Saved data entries
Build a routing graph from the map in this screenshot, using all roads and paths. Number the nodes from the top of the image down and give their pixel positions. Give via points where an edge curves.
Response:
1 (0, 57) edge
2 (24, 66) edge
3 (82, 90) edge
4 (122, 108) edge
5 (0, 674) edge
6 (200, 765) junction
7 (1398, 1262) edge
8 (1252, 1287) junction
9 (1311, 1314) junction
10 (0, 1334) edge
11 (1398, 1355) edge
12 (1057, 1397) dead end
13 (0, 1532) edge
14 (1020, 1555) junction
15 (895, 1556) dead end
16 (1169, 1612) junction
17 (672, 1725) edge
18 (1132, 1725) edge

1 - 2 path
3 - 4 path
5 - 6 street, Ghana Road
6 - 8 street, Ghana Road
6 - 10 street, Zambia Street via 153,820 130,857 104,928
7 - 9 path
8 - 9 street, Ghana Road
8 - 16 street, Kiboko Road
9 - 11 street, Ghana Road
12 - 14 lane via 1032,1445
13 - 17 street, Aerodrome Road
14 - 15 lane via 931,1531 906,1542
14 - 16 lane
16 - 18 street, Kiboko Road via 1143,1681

PROBLEM REQUIREMENTS: Print every line of the records exactly. Omit nothing.

RESULT FOR THIS TASK:
Build a routing graph from the map in this screenshot, using all roads and paths. Number the nodes from the top of the image down and give their pixel positions. Give via points where an edge curves.
Response:
1 (0, 57) edge
2 (24, 66) edge
3 (82, 90) edge
4 (122, 108) edge
5 (0, 674) edge
6 (200, 765) junction
7 (1398, 1262) edge
8 (1252, 1287) junction
9 (1311, 1314) junction
10 (0, 1334) edge
11 (1398, 1355) edge
12 (1057, 1397) dead end
13 (0, 1532) edge
14 (1020, 1555) junction
15 (895, 1556) dead end
16 (1169, 1612) junction
17 (672, 1725) edge
18 (1132, 1725) edge

1 - 2 path
3 - 4 path
5 - 6 street, Ghana Road
6 - 8 street, Ghana Road
6 - 10 street, Zambia Street via 153,820 130,857 104,928
7 - 9 path
8 - 9 street, Ghana Road
8 - 16 street, Kiboko Road
9 - 11 street, Ghana Road
12 - 14 lane via 1032,1445
13 - 17 street, Aerodrome Road
14 - 15 lane via 931,1531 906,1542
14 - 16 lane
16 - 18 street, Kiboko Road via 1143,1681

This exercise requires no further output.